We can analyze the results to get that as the proportion of unknown vertices increases, the decline tendency of our method is much slower than other methods. It is interesting to see that the five evaluate indicators of our method are \(71.77\%\), \(72.17\%\), \(71.96\%\), \(64.21\%\) and \(65.43\%\) at the condition of \(50\%\) vertices lack of attributes which can show that it has a great value in practical applications.

Exp3-Real Case Study. In Table 2 we present partial results of the experiment which gives a clear comparison between our method and TRW. We use these examples to demonstrate the effectiveness of our method.

Table 2. Comparison of inference results by TRW and IWM.
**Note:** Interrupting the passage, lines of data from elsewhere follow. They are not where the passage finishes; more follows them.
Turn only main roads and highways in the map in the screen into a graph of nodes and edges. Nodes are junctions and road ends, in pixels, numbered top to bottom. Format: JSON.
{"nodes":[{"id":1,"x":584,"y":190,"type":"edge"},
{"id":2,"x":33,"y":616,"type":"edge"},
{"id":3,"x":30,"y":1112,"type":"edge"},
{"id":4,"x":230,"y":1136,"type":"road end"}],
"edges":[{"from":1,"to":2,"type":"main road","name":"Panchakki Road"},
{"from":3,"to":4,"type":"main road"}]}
For Chris Stolte, IWM can complement the missing information which can’t be inferred by TRW. For Marcel Kyas, our method modify the error information on Layer 3 and obtain the correct result. TRW causes indeterminacy problem on Layer2 of William Deitrick, while IWM can select more relevant attributes. However, for V. Dhanalakshmi, due to its special structure, when most of the collected information is interference, IWM can’t make correct inference either.

6 Related Work

There has been an increasing interest in the inference of single-layer user attributes over the last several years.

Firstly, based on resource content there are [1, 11] which utilize the user’s text content for inference. [3] constructs a social-behavior-attribute network and design a vote distribution algorithm to perform inference. There are also methods based on the analysis of graph structure such as Local Community Detection [6] and Label Propagation [12]. [10] discovers the correlation between item recommendation and attribute reasoning, so they use an Adaptive Graph Convolutional Network to joint these two tasks. However, these methods don’t explore the relationship existing in the attribute hierarchy, which will greatly reduce the effectiveness in our multilevel problem.
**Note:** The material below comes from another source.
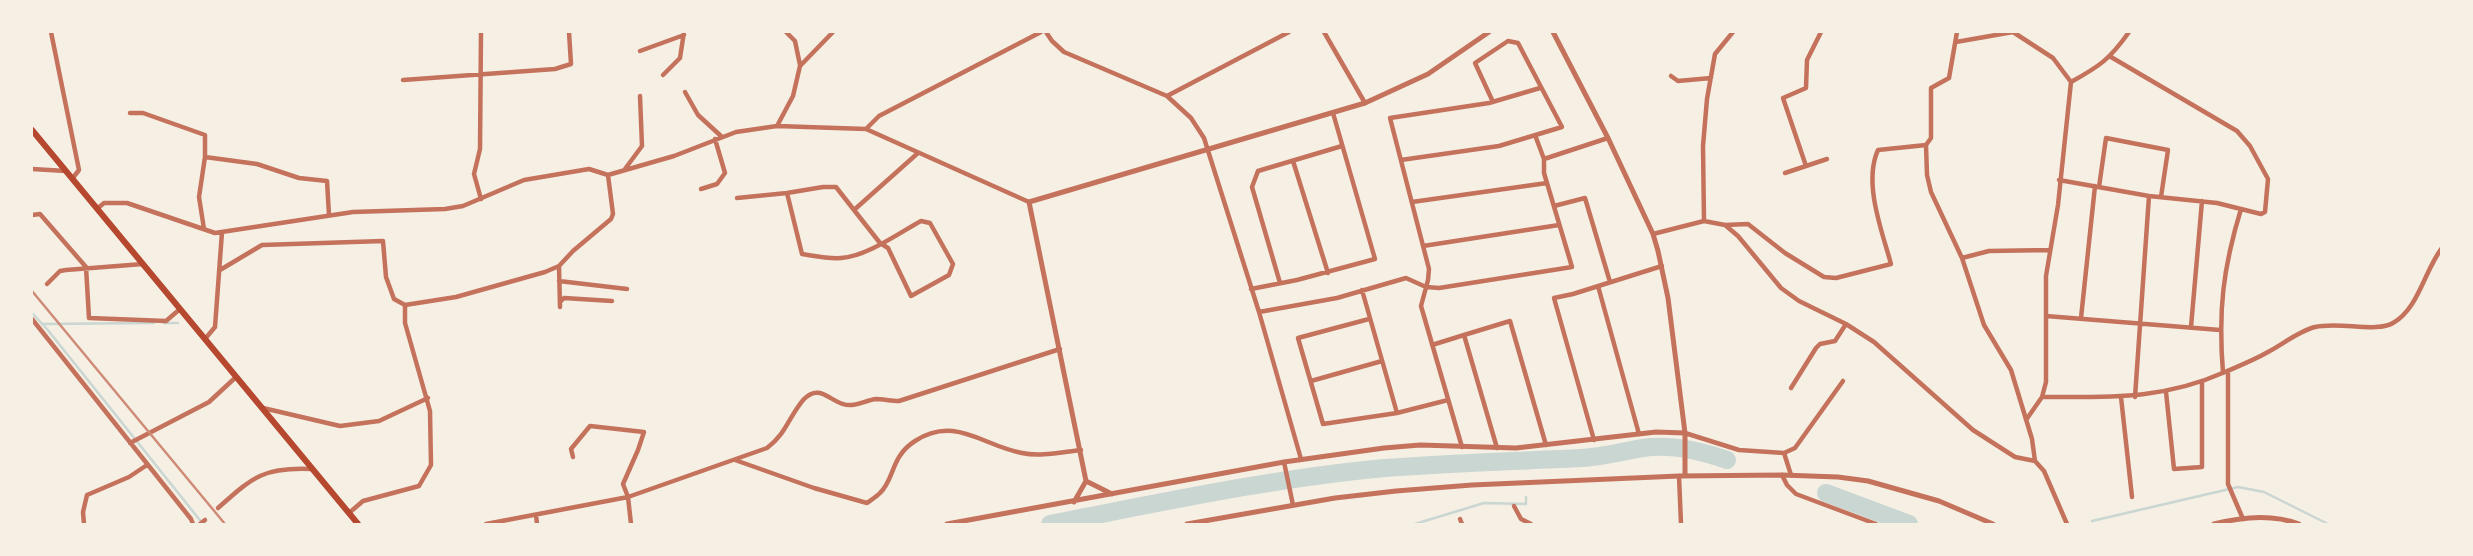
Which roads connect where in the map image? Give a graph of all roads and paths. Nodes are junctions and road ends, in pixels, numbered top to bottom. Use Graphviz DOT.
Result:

Another method is to build a classifier to treat the inference problem as a multilevel classification problem. [2] trains a binary classifier for each attribute. [8] trains a multi-classifier for each parent node in the hierarchy. [9] trains a classifier for each layer in the hierarchical structure, and use it in combination with [8] to solve the inconsistency. However, classifier-based approaches have a high requirement for data quality. It will make the construction of the classifier complicated and the amount of calculation for training is huge.

7 Conclusion

In this paper, we study the multilevel user attribute inference problem. We first define the problem and propose the concept of semantic tree and labeled graph. We present a new method to solve this problem. The information propagation model is proposed to collect attributes for preliminary inference. The attribute correction model is proposed to conduct a cross-level correction. Experimental results on real-world data sets have demonstrated the superior performance of our new method. In future work, we will improve our method for multi-category attributes and do more works on optimizing the algorithm to save more time.